Data extracted from a collection →
/---

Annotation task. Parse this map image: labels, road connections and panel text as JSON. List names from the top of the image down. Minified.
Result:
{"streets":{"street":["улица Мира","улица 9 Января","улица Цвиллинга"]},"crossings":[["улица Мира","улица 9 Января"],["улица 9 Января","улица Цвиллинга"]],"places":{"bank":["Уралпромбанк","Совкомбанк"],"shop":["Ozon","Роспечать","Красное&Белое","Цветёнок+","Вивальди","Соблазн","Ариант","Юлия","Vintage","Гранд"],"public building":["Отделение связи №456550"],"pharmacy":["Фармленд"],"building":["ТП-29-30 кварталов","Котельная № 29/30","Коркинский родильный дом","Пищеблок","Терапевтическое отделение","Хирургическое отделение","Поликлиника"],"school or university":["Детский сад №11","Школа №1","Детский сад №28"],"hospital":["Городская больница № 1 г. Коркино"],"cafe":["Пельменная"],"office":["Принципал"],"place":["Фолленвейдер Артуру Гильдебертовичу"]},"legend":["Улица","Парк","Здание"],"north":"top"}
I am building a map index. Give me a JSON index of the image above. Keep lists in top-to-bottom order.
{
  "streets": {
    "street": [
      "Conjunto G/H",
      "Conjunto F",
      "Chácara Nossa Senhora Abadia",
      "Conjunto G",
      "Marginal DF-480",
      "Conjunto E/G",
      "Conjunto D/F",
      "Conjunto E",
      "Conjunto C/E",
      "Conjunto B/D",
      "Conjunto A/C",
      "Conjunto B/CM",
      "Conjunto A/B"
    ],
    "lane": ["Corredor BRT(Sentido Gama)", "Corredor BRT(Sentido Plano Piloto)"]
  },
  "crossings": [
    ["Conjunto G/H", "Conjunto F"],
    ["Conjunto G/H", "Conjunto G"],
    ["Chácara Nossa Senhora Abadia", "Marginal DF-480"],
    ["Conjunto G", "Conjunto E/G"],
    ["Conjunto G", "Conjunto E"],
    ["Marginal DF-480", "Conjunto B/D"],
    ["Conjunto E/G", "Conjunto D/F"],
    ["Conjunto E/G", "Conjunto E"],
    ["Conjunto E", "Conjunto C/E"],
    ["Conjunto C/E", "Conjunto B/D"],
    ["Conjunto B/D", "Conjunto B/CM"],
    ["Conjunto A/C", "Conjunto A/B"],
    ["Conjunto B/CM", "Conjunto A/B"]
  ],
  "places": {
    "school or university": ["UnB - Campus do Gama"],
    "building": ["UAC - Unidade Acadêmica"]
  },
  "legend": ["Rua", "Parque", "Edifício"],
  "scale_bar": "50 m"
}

\---

DIRECTIONS → If a line of the entries above holds "image", count it, then report the total alone.

OUTPUT OF THE EXERCISE → 2